Lors de la 87e session de la Commission africaine des droits de l’homme et des peuples en Gambie, l’organisation « Un Monde Avenir » a dressé un bilan critique de la situation post-électorale au Cameroun. L’ONG dénonce au moins 40 exécutions sommaires et près de 2 000 arrestations arbitraires depuis le scrutin présidentiel d’octobre 2025, appelant les instances africaines à interpeller formellement les autorités de Yaoundé.
BANJUL — La tribune de la Commission africaine des droits de l’homme et des peuples (CADHP) a servi de caisse de résonance aux alertes de la société civile camerounaise. Réunie du 11 au 20 mai 2026 à Banjul, en Gambie, pour sa 87e session ordinaire, l’instance continentale a été saisie par l’ONG camerounaise « Un Monde Avenir ». Dans une communication officielle, cette organisation dresse un inventaire minutieux et préoccupant des libertés publiques au Cameroun depuis l’élection présidentielle du 12 octobre 2025.
Une crise post-électorale sous le prisme des violences
L’argumentaire développé par la société civile repose sur le suivi des événements qui ont succédé à la proclamation des résultats du scrutin, le 27 octobre 2025. « Un Monde Avenir » pointe un usage disproportionné de la force publique face aux contestations citoyennes. S’appuyant sur des rapports concordants de plusieurs observateurs, l’organisation répertorie de nombreux blessés civils, y compris en dehors des périmètres de manifestation.
Plus grave encore, le document soumis à la Commission comptabilise au moins 40 cas d’exécutions sommaires. L’ONG cite notamment le cas d’Achille Simo Fokam, mort le 28 octobre à Douala, à distance des foyers de tension. Au registre des privations de liberté, le rapport estime à près de 2 000 le nombre de personnes interpellées de manière abusive. Parmi elles figurent des cadres politiques et des leaders d’opinion ayant soutenu la déclaration de victoire du candidat Issa Tchiroma Bakary — à l’instar de Djeukam Tchameni, du Pr Jean Calvin Aba’a Oyono ou de Parfait Mbvoum — mais aussi des dizaines de mineurs et l’activiste Anicet Ekane, décédé en détention. L’ONG indique par ailleurs que ses propres équipes de terrain ont été touchées, avec l’arrestation de cinq de ses observateurs et de leur superviseur à Ngaoundéré.

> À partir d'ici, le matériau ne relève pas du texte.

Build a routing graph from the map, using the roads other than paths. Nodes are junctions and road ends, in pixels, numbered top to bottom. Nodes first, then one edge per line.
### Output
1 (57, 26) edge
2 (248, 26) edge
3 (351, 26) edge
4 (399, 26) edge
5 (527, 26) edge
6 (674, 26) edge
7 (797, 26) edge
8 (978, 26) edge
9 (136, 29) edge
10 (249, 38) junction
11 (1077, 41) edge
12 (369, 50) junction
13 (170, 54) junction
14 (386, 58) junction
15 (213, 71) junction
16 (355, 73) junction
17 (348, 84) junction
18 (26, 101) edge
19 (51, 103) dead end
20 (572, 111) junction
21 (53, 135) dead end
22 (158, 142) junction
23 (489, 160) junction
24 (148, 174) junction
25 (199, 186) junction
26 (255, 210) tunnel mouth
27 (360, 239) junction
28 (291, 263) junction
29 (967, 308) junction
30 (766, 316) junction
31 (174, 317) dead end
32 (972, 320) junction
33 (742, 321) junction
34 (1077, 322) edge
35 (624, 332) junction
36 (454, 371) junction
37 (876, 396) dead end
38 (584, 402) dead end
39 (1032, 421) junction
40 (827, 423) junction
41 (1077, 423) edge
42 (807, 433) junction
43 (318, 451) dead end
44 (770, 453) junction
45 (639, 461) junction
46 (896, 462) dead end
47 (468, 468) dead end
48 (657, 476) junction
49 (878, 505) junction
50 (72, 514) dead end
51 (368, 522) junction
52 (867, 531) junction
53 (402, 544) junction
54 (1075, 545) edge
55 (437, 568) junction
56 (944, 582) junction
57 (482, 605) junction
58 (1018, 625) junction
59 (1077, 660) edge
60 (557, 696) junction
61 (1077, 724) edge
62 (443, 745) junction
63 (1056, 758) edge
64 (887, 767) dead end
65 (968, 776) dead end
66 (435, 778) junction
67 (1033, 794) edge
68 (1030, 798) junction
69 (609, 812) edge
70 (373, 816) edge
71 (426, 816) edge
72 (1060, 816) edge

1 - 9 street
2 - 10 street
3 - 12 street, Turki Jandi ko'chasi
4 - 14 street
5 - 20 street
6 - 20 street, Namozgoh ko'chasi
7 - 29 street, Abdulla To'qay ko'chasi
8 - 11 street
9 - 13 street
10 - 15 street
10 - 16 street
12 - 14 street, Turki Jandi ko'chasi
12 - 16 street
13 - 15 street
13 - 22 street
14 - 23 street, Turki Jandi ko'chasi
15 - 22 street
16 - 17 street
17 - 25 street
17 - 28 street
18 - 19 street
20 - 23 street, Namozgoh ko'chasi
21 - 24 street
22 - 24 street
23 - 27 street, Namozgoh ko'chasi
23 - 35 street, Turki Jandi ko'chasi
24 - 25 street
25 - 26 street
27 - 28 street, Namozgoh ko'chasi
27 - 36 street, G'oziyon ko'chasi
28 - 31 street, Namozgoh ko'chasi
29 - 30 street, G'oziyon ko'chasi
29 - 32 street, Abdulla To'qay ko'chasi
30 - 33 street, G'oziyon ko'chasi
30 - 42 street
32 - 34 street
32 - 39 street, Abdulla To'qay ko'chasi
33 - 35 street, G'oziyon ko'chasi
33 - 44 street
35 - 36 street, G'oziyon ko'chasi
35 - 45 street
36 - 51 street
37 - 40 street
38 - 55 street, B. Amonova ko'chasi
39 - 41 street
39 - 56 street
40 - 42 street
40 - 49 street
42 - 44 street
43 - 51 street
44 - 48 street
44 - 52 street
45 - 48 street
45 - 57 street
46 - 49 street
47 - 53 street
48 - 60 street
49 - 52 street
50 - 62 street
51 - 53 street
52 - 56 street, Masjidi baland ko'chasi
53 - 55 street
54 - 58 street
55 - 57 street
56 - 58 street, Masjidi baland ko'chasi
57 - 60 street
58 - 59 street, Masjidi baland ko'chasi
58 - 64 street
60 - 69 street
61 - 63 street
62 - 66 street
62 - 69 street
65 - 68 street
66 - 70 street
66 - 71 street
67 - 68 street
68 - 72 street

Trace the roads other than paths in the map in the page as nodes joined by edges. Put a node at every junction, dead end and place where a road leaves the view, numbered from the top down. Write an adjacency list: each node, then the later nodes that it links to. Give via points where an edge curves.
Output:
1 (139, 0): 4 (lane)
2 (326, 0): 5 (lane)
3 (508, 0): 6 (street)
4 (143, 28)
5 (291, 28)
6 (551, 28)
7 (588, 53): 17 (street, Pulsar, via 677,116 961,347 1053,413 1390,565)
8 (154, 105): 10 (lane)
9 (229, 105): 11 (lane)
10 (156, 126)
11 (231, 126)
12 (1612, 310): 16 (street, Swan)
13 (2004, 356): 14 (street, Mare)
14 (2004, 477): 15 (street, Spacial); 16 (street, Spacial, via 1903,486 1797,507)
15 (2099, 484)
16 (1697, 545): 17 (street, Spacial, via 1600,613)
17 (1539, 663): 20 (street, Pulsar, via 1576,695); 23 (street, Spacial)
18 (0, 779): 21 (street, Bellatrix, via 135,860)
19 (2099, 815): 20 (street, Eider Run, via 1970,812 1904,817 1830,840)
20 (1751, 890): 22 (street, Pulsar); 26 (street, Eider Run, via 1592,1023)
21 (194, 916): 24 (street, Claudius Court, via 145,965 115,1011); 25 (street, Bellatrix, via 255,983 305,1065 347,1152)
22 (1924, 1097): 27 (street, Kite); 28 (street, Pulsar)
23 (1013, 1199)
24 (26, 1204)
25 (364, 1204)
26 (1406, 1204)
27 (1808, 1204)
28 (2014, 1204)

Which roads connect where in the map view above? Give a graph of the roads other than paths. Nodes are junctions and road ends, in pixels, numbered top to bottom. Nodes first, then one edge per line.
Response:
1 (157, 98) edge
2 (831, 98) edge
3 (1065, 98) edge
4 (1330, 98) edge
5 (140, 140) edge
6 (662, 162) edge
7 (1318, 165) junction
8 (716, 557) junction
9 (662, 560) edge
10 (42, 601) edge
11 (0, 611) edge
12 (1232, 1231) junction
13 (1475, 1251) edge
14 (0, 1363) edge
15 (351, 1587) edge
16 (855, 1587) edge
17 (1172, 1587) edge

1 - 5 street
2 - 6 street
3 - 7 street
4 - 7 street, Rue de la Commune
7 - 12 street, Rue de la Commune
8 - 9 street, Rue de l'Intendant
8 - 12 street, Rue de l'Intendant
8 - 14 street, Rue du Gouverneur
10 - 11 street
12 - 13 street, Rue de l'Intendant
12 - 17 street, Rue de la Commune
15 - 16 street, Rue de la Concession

Gouvernance et réformes législatives en accusation
Au-delà de la gestion sécuritaire des manifestations, les griefs formulés à Banjul touchent au cadre institutionnel et démocratique camerounais. L’organisation critique les récentes modifications législatives, visant explicitement la révision de l’article 170 du Code électoral, qui accorde désormais au chef de l’État une latitude illimitée pour modifier la durée du mandat des conseillers municipaux. De même, l’instauration d’un poste de vice-président nommé est perçue par l’ONG comme un affaiblissement du droit de suffrage direct des citoyens.
Face à ce tableau, « Un Monde Avenir » formule une série de recommandations à l’endroit du pouvoir exécutif camerounais. Elle demande l’institution d’une commission d’enquête indépendante pour identifier les auteurs des violences post-électorales, la cessation des détentions d’opinion et la libération des manifestants arrêtés lors des cycles électoraux de 2018 et 2025.
Il appartiendra désormais à la Commission africaine des droits de l’homme et des peuples d’évaluer l’opportunité de donner une suite diplomatique à ces dénonciations en interpellant directement l’État du Cameroun. Dans un contexte de surveillance internationale accrue, la réponse des institutions de Yaoundé face à ces allégations restera déterminante pour la perception de la gouvernance démocratique du pays.